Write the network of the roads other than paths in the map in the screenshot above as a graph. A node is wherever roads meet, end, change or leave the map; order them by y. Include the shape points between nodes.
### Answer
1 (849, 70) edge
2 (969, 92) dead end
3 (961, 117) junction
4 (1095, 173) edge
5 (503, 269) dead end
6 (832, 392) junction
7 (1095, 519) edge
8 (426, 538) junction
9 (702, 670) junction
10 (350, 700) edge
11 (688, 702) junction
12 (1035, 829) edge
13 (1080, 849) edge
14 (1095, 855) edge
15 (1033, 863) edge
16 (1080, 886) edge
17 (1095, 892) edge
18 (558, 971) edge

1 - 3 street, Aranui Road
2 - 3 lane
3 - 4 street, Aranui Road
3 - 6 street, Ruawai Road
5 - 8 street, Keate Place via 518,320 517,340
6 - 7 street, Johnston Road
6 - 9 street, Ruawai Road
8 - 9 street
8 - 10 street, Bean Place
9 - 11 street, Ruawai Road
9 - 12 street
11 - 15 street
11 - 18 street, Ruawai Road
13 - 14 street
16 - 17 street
══════
Exercise directions:
Everything in the listing must be reproduced exactly; please include every line.

Expected output:
Write the network of the roads other than paths in the map in the screenshot above as a graph. A node is wherever roads meet, end, change or leave the map; order them by y. Include the shape points between nodes.
### Answer
1 (849, 70) edge
2 (969, 92) dead end
3 (961, 117) junction
4 (1095, 173) edge
5 (503, 269) dead end
6 (832, 392) junction
7 (1095, 519) edge
8 (426, 538) junction
9 (702, 670) junction
10 (350, 700) edge
11 (688, 702) junction
12 (1035, 829) edge
13 (1080, 849) edge
14 (1095, 855) edge
15 (1033, 863) edge
16 (1080, 886) edge
17 (1095, 892) edge
18 (558, 971) edge

1 - 3 street, Aranui Road
2 - 3 lane
3 - 4 street, Aranui Road
3 - 6 street, Ruawai Road
5 - 8 street, Keate Place via 518,320 517,340
6 - 7 street, Johnston Road
6 - 9 street, Ruawai Road
8 - 9 street
8 - 10 street, Bean Place
9 - 11 street, Ruawai Road
9 - 12 street
11 - 15 street
11 - 18 street, Ruawai Road
13 - 14 street
16 - 17 street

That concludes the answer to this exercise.